MATERIAL FOR THIS EXERCISE Start Marker

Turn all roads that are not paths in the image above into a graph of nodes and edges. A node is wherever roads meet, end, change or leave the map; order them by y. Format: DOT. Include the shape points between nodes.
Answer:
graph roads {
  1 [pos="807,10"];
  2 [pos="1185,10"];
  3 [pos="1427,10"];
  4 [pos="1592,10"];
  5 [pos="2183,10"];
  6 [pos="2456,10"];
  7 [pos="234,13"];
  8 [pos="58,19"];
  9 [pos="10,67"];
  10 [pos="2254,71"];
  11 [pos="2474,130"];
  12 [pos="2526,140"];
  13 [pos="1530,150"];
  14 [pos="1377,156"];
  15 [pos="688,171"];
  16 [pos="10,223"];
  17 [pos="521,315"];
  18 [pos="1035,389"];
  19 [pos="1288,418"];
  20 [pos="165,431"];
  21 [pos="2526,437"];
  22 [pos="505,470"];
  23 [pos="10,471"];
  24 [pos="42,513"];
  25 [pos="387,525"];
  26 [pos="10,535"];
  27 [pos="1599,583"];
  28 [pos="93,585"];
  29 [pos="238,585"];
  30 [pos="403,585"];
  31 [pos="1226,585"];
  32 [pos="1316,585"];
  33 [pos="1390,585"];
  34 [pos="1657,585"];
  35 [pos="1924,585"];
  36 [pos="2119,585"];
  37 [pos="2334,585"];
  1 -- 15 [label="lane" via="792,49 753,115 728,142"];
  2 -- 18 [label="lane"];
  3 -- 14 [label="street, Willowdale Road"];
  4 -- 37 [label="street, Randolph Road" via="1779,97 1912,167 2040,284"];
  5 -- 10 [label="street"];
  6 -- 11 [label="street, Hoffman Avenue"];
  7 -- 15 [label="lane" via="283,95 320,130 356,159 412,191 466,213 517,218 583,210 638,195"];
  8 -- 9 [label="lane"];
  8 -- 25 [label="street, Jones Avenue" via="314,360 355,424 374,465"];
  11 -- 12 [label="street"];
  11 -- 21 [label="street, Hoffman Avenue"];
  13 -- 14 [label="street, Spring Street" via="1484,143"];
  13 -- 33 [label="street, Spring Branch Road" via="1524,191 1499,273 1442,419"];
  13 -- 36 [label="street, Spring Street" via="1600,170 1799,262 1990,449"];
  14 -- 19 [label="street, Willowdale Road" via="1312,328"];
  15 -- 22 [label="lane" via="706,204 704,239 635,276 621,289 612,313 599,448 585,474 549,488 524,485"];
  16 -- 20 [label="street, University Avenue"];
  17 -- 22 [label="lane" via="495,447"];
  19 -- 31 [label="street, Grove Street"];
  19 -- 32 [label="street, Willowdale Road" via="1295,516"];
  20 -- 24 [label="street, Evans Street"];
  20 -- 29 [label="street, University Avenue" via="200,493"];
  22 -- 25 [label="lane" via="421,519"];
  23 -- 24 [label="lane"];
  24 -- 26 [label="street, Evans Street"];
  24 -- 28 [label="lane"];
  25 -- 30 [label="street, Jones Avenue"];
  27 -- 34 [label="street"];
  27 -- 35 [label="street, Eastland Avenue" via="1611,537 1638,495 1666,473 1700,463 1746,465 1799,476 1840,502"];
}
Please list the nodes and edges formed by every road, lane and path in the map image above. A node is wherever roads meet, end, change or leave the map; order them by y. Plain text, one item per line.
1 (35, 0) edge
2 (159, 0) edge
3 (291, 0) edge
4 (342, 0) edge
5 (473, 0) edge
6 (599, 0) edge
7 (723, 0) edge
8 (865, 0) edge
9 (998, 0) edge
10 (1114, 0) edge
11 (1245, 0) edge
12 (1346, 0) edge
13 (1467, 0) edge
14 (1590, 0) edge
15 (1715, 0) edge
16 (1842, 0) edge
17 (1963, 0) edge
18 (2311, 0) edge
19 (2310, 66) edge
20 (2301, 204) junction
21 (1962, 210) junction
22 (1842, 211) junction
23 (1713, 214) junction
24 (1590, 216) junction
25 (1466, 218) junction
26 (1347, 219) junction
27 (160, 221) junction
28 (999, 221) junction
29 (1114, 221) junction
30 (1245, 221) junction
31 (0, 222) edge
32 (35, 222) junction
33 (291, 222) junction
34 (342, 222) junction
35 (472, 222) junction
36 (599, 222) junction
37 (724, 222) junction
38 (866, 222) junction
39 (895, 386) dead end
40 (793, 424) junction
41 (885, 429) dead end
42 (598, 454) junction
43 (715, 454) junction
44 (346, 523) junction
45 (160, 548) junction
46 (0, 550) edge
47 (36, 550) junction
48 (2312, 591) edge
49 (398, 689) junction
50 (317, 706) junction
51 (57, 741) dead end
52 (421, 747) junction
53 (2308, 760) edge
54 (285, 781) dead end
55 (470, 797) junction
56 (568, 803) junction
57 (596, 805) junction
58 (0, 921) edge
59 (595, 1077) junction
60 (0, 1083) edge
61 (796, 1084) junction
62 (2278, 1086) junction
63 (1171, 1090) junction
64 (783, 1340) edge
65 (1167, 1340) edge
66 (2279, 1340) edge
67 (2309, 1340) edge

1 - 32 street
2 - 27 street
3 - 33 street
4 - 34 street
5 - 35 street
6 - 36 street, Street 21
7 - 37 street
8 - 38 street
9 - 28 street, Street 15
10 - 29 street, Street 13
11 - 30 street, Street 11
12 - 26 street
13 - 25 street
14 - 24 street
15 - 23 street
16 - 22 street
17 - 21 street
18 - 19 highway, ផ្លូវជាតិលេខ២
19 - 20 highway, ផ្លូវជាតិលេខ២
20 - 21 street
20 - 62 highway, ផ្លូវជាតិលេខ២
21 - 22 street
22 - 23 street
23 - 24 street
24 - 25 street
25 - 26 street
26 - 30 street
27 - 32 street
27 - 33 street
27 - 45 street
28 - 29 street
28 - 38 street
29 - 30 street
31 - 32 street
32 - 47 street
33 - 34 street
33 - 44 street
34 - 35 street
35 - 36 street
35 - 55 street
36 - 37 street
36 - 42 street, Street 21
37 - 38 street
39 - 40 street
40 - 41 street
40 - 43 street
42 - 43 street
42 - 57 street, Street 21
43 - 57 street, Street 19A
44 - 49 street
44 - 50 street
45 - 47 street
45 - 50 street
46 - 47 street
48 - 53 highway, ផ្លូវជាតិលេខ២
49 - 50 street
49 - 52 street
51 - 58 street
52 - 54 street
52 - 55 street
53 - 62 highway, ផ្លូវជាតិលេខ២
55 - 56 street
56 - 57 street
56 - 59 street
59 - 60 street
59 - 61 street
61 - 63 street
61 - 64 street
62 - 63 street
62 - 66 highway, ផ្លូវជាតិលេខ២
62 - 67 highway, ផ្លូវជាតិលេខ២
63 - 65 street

MATERIAL FOR THIS EXERCISE End Marker

• **TASK DETAILS**: Every entry should be printed again exactly as written.

• **ANSWER TO THIS TASK**:
Turn all roads that are not paths in the image above into a graph of nodes and edges. A node is wherever roads meet, end, change or leave the map; order them by y. Format: DOT. Include the shape points between nodes.
Answer:
graph roads {
  1 [pos="807,10"];
  2 [pos="1185,10"];
  3 [pos="1427,10"];
  4 [pos="1592,10"];
  5 [pos="2183,10"];
  6 [pos="2456,10"];
  7 [pos="234,13"];
  8 [pos="58,19"];
  9 [pos="10,67"];
  10 [pos="2254,71"];
  11 [pos="2474,130"];
  12 [pos="2526,140"];
  13 [pos="1530,150"];
  14 [pos="1377,156"];
  15 [pos="688,171"];
  16 [pos="10,223"];
  17 [pos="521,315"];
  18 [pos="1035,389"];
  19 [pos="1288,418"];
  20 [pos="165,431"];
  21 [pos="2526,437"];
  22 [pos="505,470"];
  23 [pos="10,471"];
  24 [pos="42,513"];
  25 [pos="387,525"];
  26 [pos="10,535"];
  27 [pos="1599,583"];
  28 [pos="93,585"];
  29 [pos="238,585"];
  30 [pos="403,585"];
  31 [pos="1226,585"];
  32 [pos="1316,585"];
  33 [pos="1390,585"];
  34 [pos="1657,585"];
  35 [pos="1924,585"];
  36 [pos="2119,585"];
  37 [pos="2334,585"];
  1 -- 15 [label="lane" via="792,49 753,115 728,142"];
  2 -- 18 [label="lane"];
  3 -- 14 [label="street, Willowdale Road"];
  4 -- 37 [label="street, Randolph Road" via="1779,97 1912,167 2040,284"];
  5 -- 10 [label="street"];
  6 -- 11 [label="street, Hoffman Avenue"];
  7 -- 15 [label="lane" via="283,95 320,130 356,159 412,191 466,213 517,218 583,210 638,195"];
  8 -- 9 [label="lane"];
  8 -- 25 [label="street, Jones Avenue" via="314,360 355,424 374,465"];
  11 -- 12 [label="street"];
  11 -- 21 [label="street, Hoffman Avenue"];
  13 -- 14 [label="street, Spring Street" via="1484,143"];
  13 -- 33 [label="street, Spring Branch Road" via="1524,191 1499,273 1442,419"];
  13 -- 36 [label="street, Spring Street" via="1600,170 1799,262 1990,449"];
  14 -- 19 [label="street, Willowdale Road" via="1312,328"];
  15 -- 22 [label="lane" via="706,204 704,239 635,276 621,289 612,313 599,448 585,474 549,488 524,485"];
  16 -- 20 [label="street, University Avenue"];
  17 -- 22 [label="lane" via="495,447"];
  19 -- 31 [label="street, Grove Street"];
  19 -- 32 [label="street, Willowdale Road" via="1295,516"];
  20 -- 24 [label="street, Evans Street"];
  20 -- 29 [label="street, University Avenue" via="200,493"];
  22 -- 25 [label="lane" via="421,519"];
  23 -- 24 [label="lane"];
  24 -- 26 [label="street, Evans Street"];
  24 -- 28 [label="lane"];
  25 -- 30 [label="street, Jones Avenue"];
  27 -- 34 [label="street"];
  27 -- 35 [label="street, Eastland Avenue" via="1611,537 1638,495 1666,473 1700,463 1746,465 1799,476 1840,502"];
}
Please list the nodes and edges formed by every road, lane and path in the map image above. A node is wherever roads meet, end, change or leave the map; order them by y. Plain text, one item per line.
1 (35, 0) edge
2 (159, 0) edge
3 (291, 0) edge
4 (342, 0) edge
5 (473, 0) edge
6 (599, 0) edge
7 (723, 0) edge
8 (865, 0) edge
9 (998, 0) edge
10 (1114, 0) edge
11 (1245, 0) edge
12 (1346, 0) edge
13 (1467, 0) edge
14 (1590, 0) edge
15 (1715, 0) edge
16 (1842, 0) edge
17 (1963, 0) edge
18 (2311, 0) edge
19 (2310, 66) edge
20 (2301, 204) junction
21 (1962, 210) junction
22 (1842, 211) junction
23 (1713, 214) junction
24 (1590, 216) junction
25 (1466, 218) junction
26 (1347, 219) junction
27 (160, 221) junction
28 (999, 221) junction
29 (1114, 221) junction
30 (1245, 221) junction
31 (0, 222) edge
32 (35, 222) junction
33 (291, 222) junction
34 (342, 222) junction
35 (472, 222) junction
36 (599, 222) junction
37 (724, 222) junction
38 (866, 222) junction
39 (895, 386) dead end
40 (793, 424) junction
41 (885, 429) dead end
42 (598, 454) junction
43 (715, 454) junction
44 (346, 523) junction
45 (160, 548) junction
46 (0, 550) edge
47 (36, 550) junction
48 (2312, 591) edge
49 (398, 689) junction
50 (317, 706) junction
51 (57, 741) dead end
52 (421, 747) junction
53 (2308, 760) edge
54 (285, 781) dead end
55 (470, 797) junction
56 (568, 803) junction
57 (596, 805) junction
58 (0, 921) edge
59 (595, 1077) junction
60 (0, 1083) edge
61 (796, 1084) junction
62 (2278, 1086) junction
63 (1171, 1090) junction
64 (783, 1340) edge
65 (1167, 1340) edge
66 (2279, 1340) edge
67 (2309, 1340) edge

1 - 32 street
2 - 27 street
3 - 33 street
4 - 34 street
5 - 35 street
6 - 36 street, Street 21
7 - 37 street
8 - 38 street
9 - 28 street, Street 15
10 - 29 street, Street 13
11 - 30 street, Street 11
12 - 26 street
13 - 25 street
14 - 24 street
15 - 23 street
16 - 22 street
17 - 21 street
18 - 19 highway, ផ្លូវជាតិលេខ២
19 - 20 highway, ផ្លូវជាតិលេខ២
20 - 21 street
20 - 62 highway, ផ្លូវជាតិលេខ២
21 - 22 street
22 - 23 street
23 - 24 street
24 - 25 street
25 - 26 street
26 - 30 street
27 - 32 street
27 - 33 street
27 - 45 street
28 - 29 street
28 - 38 street
29 - 30 street
31 - 32 street
32 - 47 street
33 - 34 street
33 - 44 street
34 - 35 street
35 - 36 street
35 - 55 street
36 - 37 street
36 - 42 street, Street 21
37 - 38 street
39 - 40 street
40 - 41 street
40 - 43 street
42 - 43 street
42 - 57 street, Street 21
43 - 57 street, Street 19A
44 - 49 street
44 - 50 street
45 - 47 street
45 - 50 street
46 - 47 street
48 - 53 highway, ផ្លូវជាតិលេខ២
49 - 50 street
49 - 52 street
51 - 58 street
52 - 54 street
52 - 55 street
53 - 62 highway, ផ្លូវជាតិលេខ២
55 - 56 street
56 - 57 street
56 - 59 street
59 - 60 street
59 - 61 street
61 - 63 street
61 - 64 street
62 - 63 street
62 - 66 highway, ផ្លូវជាតិលេខ២
62 - 67 highway, ផ្លូវជាតិលេខ២
63 - 65 street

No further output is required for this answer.